POWERFUL RULES CHAIRMAN PLANS TO RESTORE CERTIFIED TEACHER FUNDS
Attention, National Board Certified teachers in Georgia who got hosed by the state in the last legislative session: I think I have found the guy in the white hat that plans to ride to the rescue. And he is a good one to have on the horse.
His name is Rep. Earl Ehrhart (R-Cobb County). This is not a back-bencher we are talking about here. He is the chairman of the House Rules Committee and a powerful member of the political inner circle in our state who is going to be around long after Gov. Sonny Perdue is drowning worms on Lake Woebegone.
Ehrhart contacted me after reading my column expressing dismay with the governor, members of the Legislature and state Department of Education bureaucrats who saw nothing wrong with reneging on their pledge to pay certified teachers the yearly bonus they had been promised if they went to the time, effort and expense to become nationally-certified.
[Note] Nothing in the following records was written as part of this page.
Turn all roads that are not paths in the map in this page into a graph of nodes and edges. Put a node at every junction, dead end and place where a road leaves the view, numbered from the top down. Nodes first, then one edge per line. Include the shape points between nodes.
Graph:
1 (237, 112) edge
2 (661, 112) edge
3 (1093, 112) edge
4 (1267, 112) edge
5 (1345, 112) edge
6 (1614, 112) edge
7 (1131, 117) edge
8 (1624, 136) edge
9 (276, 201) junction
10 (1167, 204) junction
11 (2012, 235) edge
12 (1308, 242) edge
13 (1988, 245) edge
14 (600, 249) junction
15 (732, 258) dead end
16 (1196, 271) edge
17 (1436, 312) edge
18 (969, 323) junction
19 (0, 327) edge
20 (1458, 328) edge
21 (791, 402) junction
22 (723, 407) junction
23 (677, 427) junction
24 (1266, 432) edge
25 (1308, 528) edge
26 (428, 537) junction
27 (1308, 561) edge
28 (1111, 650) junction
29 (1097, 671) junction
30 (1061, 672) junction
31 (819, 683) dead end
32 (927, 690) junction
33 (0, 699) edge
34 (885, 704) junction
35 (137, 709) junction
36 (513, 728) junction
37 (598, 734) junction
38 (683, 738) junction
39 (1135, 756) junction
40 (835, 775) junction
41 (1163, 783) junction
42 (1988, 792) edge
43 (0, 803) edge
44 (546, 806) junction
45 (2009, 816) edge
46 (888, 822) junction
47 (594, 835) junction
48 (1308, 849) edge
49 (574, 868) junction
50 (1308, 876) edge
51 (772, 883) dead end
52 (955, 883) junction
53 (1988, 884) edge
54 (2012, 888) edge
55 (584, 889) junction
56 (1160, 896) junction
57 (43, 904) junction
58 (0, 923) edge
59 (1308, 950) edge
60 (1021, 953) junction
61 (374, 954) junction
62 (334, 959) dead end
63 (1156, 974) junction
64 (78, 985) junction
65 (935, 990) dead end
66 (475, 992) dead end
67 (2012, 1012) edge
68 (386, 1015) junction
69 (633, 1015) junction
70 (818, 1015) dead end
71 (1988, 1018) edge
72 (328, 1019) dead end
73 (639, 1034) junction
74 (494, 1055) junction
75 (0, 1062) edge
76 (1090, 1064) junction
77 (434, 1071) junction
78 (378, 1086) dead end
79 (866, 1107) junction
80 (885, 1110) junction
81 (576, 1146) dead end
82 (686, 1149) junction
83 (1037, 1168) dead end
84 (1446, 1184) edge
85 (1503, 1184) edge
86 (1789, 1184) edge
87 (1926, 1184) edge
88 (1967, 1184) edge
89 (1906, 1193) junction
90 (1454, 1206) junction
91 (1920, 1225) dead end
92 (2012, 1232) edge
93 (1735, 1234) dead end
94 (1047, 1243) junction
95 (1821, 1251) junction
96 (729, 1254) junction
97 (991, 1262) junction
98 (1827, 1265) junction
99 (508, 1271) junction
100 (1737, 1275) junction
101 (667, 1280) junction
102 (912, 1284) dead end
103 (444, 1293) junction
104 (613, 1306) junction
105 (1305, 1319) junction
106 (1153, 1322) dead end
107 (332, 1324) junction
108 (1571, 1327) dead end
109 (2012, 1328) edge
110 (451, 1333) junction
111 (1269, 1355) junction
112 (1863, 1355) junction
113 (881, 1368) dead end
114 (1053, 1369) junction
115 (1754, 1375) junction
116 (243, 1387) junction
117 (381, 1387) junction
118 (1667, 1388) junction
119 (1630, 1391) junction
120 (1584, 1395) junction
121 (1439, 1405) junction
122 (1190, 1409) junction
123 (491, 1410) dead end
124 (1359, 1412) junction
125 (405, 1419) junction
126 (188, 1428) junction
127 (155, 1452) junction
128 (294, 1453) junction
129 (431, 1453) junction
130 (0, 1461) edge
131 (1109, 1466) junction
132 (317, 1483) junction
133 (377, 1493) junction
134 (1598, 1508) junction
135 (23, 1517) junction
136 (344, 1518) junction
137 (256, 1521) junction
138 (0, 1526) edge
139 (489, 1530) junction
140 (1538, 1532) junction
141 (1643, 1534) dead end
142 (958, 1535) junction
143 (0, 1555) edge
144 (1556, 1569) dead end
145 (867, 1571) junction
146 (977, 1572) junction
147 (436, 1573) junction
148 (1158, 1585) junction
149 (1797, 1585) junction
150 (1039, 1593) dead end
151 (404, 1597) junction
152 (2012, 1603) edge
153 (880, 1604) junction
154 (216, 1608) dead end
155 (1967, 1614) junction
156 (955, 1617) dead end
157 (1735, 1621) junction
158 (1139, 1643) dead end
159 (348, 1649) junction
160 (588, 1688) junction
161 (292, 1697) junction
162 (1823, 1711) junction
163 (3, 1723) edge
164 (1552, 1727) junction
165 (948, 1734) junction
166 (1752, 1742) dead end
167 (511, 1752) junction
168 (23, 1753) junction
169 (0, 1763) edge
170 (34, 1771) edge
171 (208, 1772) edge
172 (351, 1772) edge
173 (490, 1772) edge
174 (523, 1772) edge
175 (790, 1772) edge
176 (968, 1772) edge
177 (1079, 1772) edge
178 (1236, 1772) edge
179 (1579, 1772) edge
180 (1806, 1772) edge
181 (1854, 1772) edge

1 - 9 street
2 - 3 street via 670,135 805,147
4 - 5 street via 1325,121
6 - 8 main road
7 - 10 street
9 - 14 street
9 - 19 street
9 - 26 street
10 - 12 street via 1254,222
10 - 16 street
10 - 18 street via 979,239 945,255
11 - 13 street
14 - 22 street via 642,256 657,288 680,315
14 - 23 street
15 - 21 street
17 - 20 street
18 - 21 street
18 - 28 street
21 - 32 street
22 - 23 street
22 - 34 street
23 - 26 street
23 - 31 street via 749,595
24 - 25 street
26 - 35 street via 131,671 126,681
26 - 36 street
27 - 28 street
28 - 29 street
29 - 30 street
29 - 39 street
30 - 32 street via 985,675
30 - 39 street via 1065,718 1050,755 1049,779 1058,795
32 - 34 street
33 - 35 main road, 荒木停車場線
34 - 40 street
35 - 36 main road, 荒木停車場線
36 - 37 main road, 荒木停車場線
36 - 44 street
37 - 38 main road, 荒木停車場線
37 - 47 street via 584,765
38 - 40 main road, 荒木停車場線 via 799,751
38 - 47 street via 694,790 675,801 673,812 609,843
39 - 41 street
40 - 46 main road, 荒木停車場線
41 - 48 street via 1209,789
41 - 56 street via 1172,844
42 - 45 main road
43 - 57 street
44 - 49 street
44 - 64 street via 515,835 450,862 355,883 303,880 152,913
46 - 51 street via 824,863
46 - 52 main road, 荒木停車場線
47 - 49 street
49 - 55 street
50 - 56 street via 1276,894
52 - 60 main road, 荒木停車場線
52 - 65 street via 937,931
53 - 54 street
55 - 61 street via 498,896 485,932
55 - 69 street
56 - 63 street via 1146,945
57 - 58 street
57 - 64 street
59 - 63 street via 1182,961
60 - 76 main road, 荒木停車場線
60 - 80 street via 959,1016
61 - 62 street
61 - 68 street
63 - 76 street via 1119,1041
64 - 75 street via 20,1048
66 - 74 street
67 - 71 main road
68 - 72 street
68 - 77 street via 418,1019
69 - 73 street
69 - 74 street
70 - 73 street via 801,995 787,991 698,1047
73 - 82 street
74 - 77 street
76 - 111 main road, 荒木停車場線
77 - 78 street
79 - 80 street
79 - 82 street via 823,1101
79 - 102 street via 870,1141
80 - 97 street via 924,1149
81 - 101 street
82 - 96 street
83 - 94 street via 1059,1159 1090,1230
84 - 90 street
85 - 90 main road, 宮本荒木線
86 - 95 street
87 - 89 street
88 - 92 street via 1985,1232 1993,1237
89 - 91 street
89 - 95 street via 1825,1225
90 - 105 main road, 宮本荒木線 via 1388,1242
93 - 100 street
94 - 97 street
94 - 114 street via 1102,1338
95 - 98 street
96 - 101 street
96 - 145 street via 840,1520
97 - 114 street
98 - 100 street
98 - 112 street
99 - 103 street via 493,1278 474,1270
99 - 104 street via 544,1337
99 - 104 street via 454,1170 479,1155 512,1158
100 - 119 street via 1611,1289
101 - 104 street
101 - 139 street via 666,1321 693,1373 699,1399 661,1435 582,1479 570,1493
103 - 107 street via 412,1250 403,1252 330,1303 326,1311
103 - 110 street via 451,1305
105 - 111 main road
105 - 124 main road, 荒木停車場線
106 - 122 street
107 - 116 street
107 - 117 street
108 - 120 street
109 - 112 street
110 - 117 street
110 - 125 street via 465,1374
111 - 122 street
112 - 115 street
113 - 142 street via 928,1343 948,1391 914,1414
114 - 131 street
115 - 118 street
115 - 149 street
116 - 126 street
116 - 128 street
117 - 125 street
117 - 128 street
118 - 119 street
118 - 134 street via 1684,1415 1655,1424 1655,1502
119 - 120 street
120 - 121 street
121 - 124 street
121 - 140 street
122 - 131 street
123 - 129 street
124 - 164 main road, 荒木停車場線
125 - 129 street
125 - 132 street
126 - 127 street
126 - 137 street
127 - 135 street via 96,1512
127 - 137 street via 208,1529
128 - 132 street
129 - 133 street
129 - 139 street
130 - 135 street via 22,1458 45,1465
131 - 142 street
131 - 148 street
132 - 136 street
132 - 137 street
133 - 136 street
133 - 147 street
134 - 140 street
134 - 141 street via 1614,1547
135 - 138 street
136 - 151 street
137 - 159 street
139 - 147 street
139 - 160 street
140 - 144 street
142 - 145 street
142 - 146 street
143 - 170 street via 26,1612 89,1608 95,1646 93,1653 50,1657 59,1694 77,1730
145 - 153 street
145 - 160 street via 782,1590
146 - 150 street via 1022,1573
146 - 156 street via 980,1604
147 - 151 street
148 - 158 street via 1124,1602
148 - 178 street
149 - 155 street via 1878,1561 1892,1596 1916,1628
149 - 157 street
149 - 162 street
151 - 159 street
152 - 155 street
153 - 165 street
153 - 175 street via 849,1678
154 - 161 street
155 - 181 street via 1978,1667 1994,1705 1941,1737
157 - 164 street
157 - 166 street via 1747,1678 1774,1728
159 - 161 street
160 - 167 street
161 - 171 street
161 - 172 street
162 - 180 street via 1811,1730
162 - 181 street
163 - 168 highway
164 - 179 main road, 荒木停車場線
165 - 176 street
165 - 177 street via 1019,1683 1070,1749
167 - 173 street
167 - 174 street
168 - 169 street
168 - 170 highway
That group, incidentally, includes my son-in-law, Dr. Ted Wansley, a science teacher at Whitewater High School in Fayette County.
Restoring the funding for certified teachers is a “major priority next session,” Ehrhart told me. “I intend to see it fully authorized in the next supplemental budget.” He says he is working with the chair of the education committee, Rep. Brooks Coleman (R-Duluth) on statutory language which will “set in stone going forward” the stipend for those teachers who have gained national board certification. That it wasn’t, he says, is “offensive” to him. Ehrhart likens the responsibility the state has to these teachers as being akin to retirement obligations.
I am going out on a limb here, folks, because politicians can say one thing and do another better than a 6-year old in a time-out chair. In this case, I happen to believe Earl Ehrhart because he looked me in the eye and said he was going to do it and that it should never have been dropped out of the budget in the first place. He also said the state’s budget woes will preclude any opportunity to reinstitute the national board certification program for the foreseeable future.
Ehrhart is not a happy camper about the lawsuit filed in Fulton Superior Court by the Professional Association of Georgia Educators. He calls the suit “counterproductive” and “almost as bad as not funding the program” and worries that it will make his job harder by providing a convenient excuse to those who don’t want to restore the money.
PAGE, on the other hand, is unapologetic about its actions. Tim Callahan, the organization’s director of public relations and membership, says, “With regard to Rep. Ehrhart’s comments, I guess I’m missing something. How can the same legislators who voted to kill the program, cut its funding and reduce the supplement to that of a beginning teacher now say that our lawsuit is making it difficult for them to undo the damage they did last session? We clearly communicated to the legislature the harm they would be doing and the likelihood that if they went ahead we might challenge them. It seems a bit disingenuous to now suggest that the lawsuit is the problem. The problem is their unwillingness to do the right thing by our best educators.”
Surely, something can be done behind the scenes to keep this dispute from escalating and hurting the very people that both Ehrhart and PAGE want to help.
As we were leaving, I mentioned to Ehrhart that I had stated in a previous column that teachers don’t trust politicians and for good reason. So, I asked, why should they trust you?
“Tell them to see if I do what I said I was going to do,” he replied.
Fair enough. I have a feeling that the teachers are going to do just that.
ON ANOTHER MATTER: Kudos to House Speaker Glenn Richardson for having the courage to admit that he was fighting depression and that it almost drove him to suicide. That took a lot of guts on his part. It isn’t easy for us macho men to admit to such things. I wish him well.